The Inaba Provincial Capital Site (因幡国庁跡, Inaba Kokufu ato) is an archaeological site consisting of the ruins of the Nara period to early Heian period Provincial Capital of Inaba Province, located in the Nakago, Kokufu neighborhood of the city of Tottori, Tottori Prefecture in the San'in region of Japan. The site was designated a National Historic Site of Japan in 1978.

==Overview==
Following the Taika Reform (645 AD) which aimed at a centralization of the administration following the Chinese model (ritsuryō), provincial capitals were established in the various provinces, headed by an official titled kokushi, who replaced the older Kuni no miyatsuko. With a square layout, the provincial capitals were patterned after the Capital of Japan, first Fujiwara-kyō and then Heijō-kyō, which in turn were modelled on the Tang capital Chang'an, but on a much, much smaller scale. Each had office buildings for administration, finance, police and military and the official building of the governor, as well as granaries for tax rice and other taxable produce. In the periphery there was the provincial temple (kokubun-ji), and nunnery (kokubun-niji) and the garrison. This system collapsed with the growth of feudalism in the Late Heian period, and the location of many of the provincial capitals is now lost.
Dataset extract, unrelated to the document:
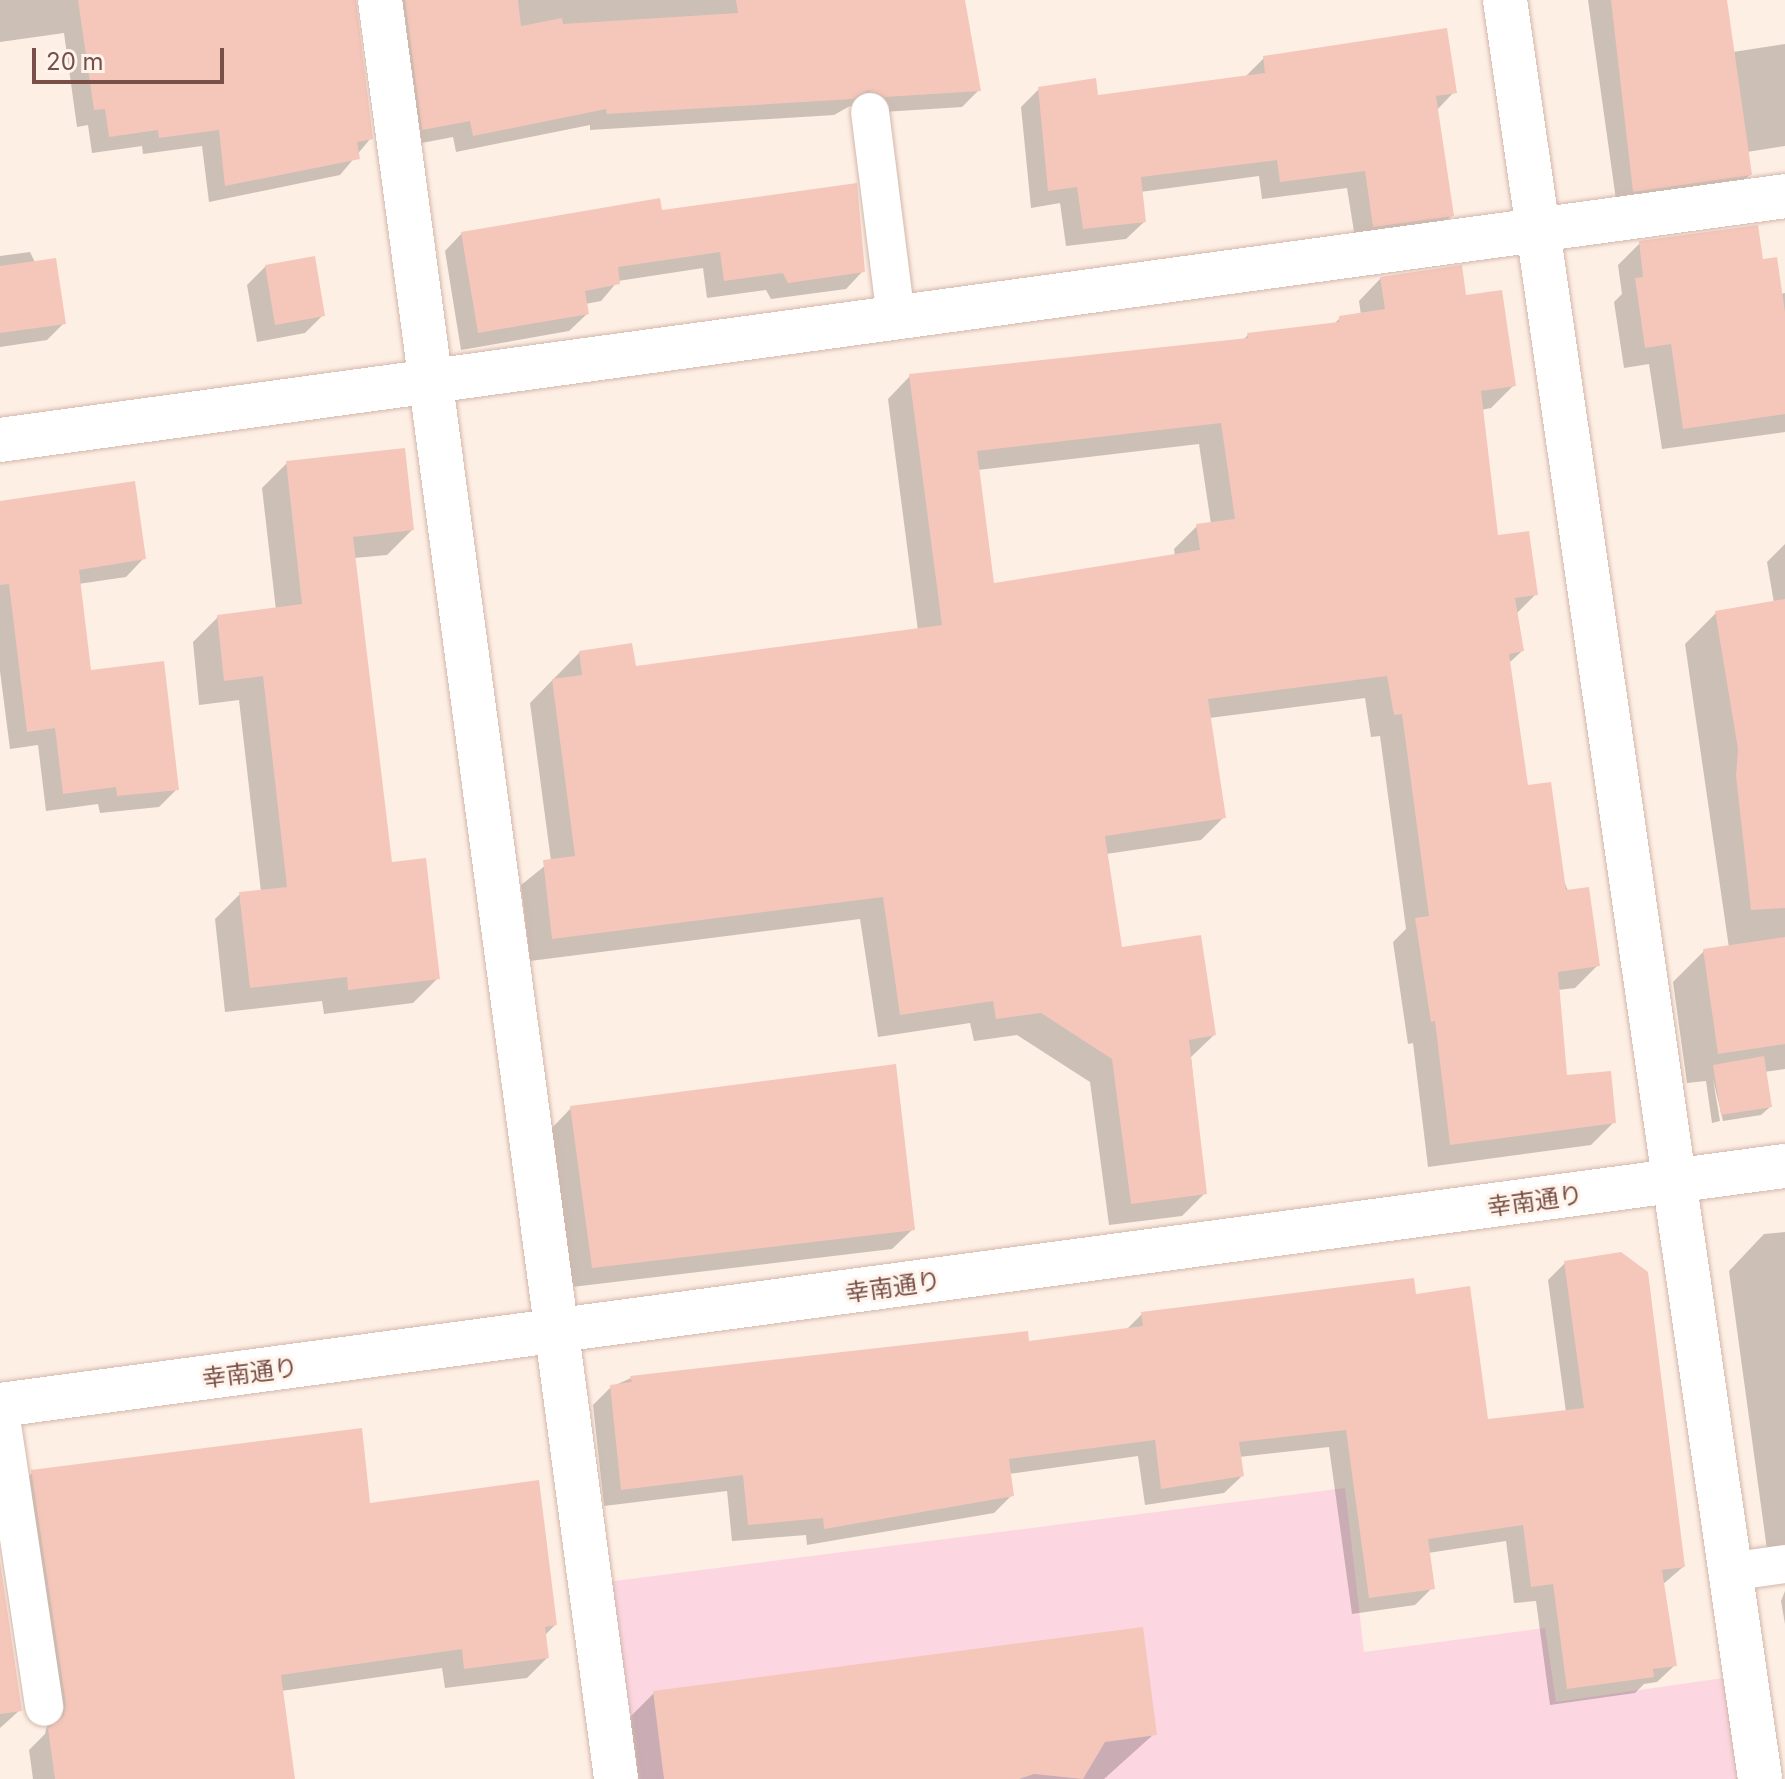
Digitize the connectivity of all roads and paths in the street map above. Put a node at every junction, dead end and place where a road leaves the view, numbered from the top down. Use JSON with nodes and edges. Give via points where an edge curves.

The Inaba Provincial Capital was located about 10 kilometers east of the center of modern Tottori city, and the Inaba Manyō Historical Museum is located nearby. The location had been lost for many centuries, but it was suspected to have been located in an area that included Fukube Village in Iwami District and Kokufu Town (now part of the city of Tottori), due to the survival of a number of local place names which are closely related to the provincial government. The foundations of buildings was discovered in 1973 in connection with a farmland improvement project, and archaeological excavation survey in 1977 uncovered a block of buildings presumed to be very close to the center of the national government office. During excavations, the foundation of more than 10 pillar-supported buildings, two fences, two wells, several roads and ditches were found. The central building was a five by four bay structure with double-sided eaves. About 750 meters south of the central hall, were the foundation of the eastern and western buildings with a seven by three bay layout, which appear to be at the southern limit of the national government office complex. Artifacts found include inkstones, title seals, wooden strips, earthenware with ink writing, and green pottery. The dates of these remains are from the early Heian period, based on the inscription "Ninna 2nd Year" (886 AD) excavated on a wooden tag fragment from a nearby ditch.

After being designated as a historic site, about 7,000 square meters of the total area of 32,000 square meters has been maintained as a historic park. Some of the excavated items are on display at the Prefectural Museum.